*Record extracts*

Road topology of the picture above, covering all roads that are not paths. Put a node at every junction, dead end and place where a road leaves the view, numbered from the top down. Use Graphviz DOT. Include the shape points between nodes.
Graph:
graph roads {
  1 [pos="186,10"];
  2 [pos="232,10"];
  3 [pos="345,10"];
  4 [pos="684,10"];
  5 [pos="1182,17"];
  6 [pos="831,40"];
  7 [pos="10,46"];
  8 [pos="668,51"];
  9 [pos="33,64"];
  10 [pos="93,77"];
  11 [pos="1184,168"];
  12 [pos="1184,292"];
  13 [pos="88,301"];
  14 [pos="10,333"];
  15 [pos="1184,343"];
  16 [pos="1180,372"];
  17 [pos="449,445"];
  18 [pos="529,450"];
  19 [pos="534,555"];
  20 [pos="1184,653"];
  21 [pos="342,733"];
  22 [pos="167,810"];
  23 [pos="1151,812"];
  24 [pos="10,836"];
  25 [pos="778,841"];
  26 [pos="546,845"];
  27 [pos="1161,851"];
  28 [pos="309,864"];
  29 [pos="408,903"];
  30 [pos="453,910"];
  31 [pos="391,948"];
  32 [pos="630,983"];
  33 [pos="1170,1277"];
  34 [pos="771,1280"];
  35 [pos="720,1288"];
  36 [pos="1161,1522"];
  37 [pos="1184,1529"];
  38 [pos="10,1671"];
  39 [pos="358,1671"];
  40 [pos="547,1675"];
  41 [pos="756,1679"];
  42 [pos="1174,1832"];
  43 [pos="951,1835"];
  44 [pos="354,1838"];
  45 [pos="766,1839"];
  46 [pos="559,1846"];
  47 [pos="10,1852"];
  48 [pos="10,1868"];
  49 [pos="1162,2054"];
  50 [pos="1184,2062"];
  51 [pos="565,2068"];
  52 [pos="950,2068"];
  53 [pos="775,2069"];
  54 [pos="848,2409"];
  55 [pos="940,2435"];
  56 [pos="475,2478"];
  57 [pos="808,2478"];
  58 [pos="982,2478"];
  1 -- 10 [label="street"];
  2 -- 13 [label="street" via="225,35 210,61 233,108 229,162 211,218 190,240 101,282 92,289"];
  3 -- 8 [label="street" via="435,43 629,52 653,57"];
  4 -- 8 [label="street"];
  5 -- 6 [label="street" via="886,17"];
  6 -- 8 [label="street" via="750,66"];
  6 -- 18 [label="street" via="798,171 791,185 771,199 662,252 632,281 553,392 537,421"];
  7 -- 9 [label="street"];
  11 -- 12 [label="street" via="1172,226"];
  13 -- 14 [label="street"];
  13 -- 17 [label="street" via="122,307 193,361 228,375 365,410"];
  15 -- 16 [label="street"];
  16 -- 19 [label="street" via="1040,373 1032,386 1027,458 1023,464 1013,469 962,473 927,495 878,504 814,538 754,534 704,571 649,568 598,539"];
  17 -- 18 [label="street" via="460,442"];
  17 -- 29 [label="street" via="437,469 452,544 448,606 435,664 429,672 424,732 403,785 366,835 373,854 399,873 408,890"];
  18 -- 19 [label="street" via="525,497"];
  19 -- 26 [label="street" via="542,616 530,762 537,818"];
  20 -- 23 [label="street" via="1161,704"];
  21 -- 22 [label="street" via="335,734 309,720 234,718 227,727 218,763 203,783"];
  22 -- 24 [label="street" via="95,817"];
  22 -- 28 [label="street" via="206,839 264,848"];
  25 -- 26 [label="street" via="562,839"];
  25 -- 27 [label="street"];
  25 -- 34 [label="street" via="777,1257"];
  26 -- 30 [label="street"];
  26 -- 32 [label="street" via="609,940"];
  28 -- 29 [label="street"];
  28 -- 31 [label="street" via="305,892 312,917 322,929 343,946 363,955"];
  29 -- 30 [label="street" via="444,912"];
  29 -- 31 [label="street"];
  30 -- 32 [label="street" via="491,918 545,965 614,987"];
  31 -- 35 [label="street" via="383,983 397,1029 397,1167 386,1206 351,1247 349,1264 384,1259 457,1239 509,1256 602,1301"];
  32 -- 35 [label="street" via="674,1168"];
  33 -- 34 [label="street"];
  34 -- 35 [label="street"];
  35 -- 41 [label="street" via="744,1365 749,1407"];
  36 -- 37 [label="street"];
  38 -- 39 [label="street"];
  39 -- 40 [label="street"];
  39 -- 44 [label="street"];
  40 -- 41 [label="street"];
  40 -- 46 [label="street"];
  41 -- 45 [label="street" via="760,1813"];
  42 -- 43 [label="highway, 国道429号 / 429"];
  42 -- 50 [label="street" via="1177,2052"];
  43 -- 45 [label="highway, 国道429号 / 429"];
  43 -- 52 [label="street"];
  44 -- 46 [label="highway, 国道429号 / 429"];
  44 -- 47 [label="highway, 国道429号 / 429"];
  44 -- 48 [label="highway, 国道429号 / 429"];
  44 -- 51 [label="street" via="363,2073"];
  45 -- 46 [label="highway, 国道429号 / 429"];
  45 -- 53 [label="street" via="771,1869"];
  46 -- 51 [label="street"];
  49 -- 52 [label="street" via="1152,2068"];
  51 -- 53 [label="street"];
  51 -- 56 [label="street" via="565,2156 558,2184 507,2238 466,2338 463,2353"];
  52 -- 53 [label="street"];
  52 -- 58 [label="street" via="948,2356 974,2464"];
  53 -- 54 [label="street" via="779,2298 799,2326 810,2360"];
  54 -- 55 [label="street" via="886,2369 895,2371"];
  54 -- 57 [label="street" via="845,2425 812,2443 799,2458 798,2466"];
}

*Task statement*
Nothing but an exact repetition of the entries is expected here.

*Answer section*
Road topology of the picture above, covering all roads that are not paths. Put a node at every junction, dead end and place where a road leaves the view, numbered from the top down. Use Graphviz DOT. Include the shape points between nodes.
Graph:
graph roads {
  1 [pos="186,10"];
  2 [pos="232,10"];
  3 [pos="345,10"];
  4 [pos="684,10"];
  5 [pos="1182,17"];
  6 [pos="831,40"];
  7 [pos="10,46"];
  8 [pos="668,51"];
  9 [pos="33,64"];
  10 [pos="93,77"];
  11 [pos="1184,168"];
  12 [pos="1184,292"];
  13 [pos="88,301"];
  14 [pos="10,333"];
  15 [pos="1184,343"];
  16 [pos="1180,372"];
  17 [pos="449,445"];
  18 [pos="529,450"];
  19 [pos="534,555"];
  20 [pos="1184,653"];
  21 [pos="342,733"];
  22 [pos="167,810"];
  23 [pos="1151,812"];
  24 [pos="10,836"];
  25 [pos="778,841"];
  26 [pos="546,845"];
  27 [pos="1161,851"];
  28 [pos="309,864"];
  29 [pos="408,903"];
  30 [pos="453,910"];
  31 [pos="391,948"];
  32 [pos="630,983"];
  33 [pos="1170,1277"];
  34 [pos="771,1280"];
  35 [pos="720,1288"];
  36 [pos="1161,1522"];
  37 [pos="1184,1529"];
  38 [pos="10,1671"];
  39 [pos="358,1671"];
  40 [pos="547,1675"];
  41 [pos="756,1679"];
  42 [pos="1174,1832"];
  43 [pos="951,1835"];
  44 [pos="354,1838"];
  45 [pos="766,1839"];
  46 [pos="559,1846"];
  47 [pos="10,1852"];
  48 [pos="10,1868"];
  49 [pos="1162,2054"];
  50 [pos="1184,2062"];
  51 [pos="565,2068"];
  52 [pos="950,2068"];
  53 [pos="775,2069"];
  54 [pos="848,2409"];
  55 [pos="940,2435"];
  56 [pos="475,2478"];
  57 [pos="808,2478"];
  58 [pos="982,2478"];
  1 -- 10 [label="street"];
  2 -- 13 [label="street" via="225,35 210,61 233,108 229,162 211,218 190,240 101,282 92,289"];
  3 -- 8 [label="street" via="435,43 629,52 653,57"];
  4 -- 8 [label="street"];
  5 -- 6 [label="street" via="886,17"];
  6 -- 8 [label="street" via="750,66"];
  6 -- 18 [label="street" via="798,171 791,185 771,199 662,252 632,281 553,392 537,421"];
  7 -- 9 [label="street"];
  11 -- 12 [label="street" via="1172,226"];
  13 -- 14 [label="street"];
  13 -- 17 [label="street" via="122,307 193,361 228,375 365,410"];
  15 -- 16 [label="street"];
  16 -- 19 [label="street" via="1040,373 1032,386 1027,458 1023,464 1013,469 962,473 927,495 878,504 814,538 754,534 704,571 649,568 598,539"];
  17 -- 18 [label="street" via="460,442"];
  17 -- 29 [label="street" via="437,469 452,544 448,606 435,664 429,672 424,732 403,785 366,835 373,854 399,873 408,890"];
  18 -- 19 [label="street" via="525,497"];
  19 -- 26 [label="street" via="542,616 530,762 537,818"];
  20 -- 23 [label="street" via="1161,704"];
  21 -- 22 [label="street" via="335,734 309,720 234,718 227,727 218,763 203,783"];
  22 -- 24 [label="street" via="95,817"];
  22 -- 28 [label="street" via="206,839 264,848"];
  25 -- 26 [label="street" via="562,839"];
  25 -- 27 [label="street"];
  25 -- 34 [label="street" via="777,1257"];
  26 -- 30 [label="street"];
  26 -- 32 [label="street" via="609,940"];
  28 -- 29 [label="street"];
  28 -- 31 [label="street" via="305,892 312,917 322,929 343,946 363,955"];
  29 -- 30 [label="street" via="444,912"];
  29 -- 31 [label="street"];
  30 -- 32 [label="street" via="491,918 545,965 614,987"];
  31 -- 35 [label="street" via="383,983 397,1029 397,1167 386,1206 351,1247 349,1264 384,1259 457,1239 509,1256 602,1301"];
  32 -- 35 [label="street" via="674,1168"];
  33 -- 34 [label="street"];
  34 -- 35 [label="street"];
  35 -- 41 [label="street" via="744,1365 749,1407"];
  36 -- 37 [label="street"];
  38 -- 39 [label="street"];
  39 -- 40 [label="street"];
  39 -- 44 [label="street"];
  40 -- 41 [label="street"];
  40 -- 46 [label="street"];
  41 -- 45 [label="street" via="760,1813"];
  42 -- 43 [label="highway, 国道429号 / 429"];
  42 -- 50 [label="street" via="1177,2052"];
  43 -- 45 [label="highway, 国道429号 / 429"];
  43 -- 52 [label="street"];
  44 -- 46 [label="highway, 国道429号 / 429"];
  44 -- 47 [label="highway, 国道429号 / 429"];
  44 -- 48 [label="highway, 国道429号 / 429"];
  44 -- 51 [label="street" via="363,2073"];
  45 -- 46 [label="highway, 国道429号 / 429"];
  45 -- 53 [label="street" via="771,1869"];
  46 -- 51 [label="street"];
  49 -- 52 [label="street" via="1152,2068"];
  51 -- 53 [label="street"];
  51 -- 56 [label="street" via="565,2156 558,2184 507,2238 466,2338 463,2353"];
  52 -- 53 [label="street"];
  52 -- 58 [label="street" via="948,2356 974,2464"];
  53 -- 54 [label="street" via="779,2298 799,2326 810,2360"];
  54 -- 55 [label="street" via="886,2369 895,2371"];
  54 -- 57 [label="street" via="845,2425 812,2443 799,2458 798,2466"];
}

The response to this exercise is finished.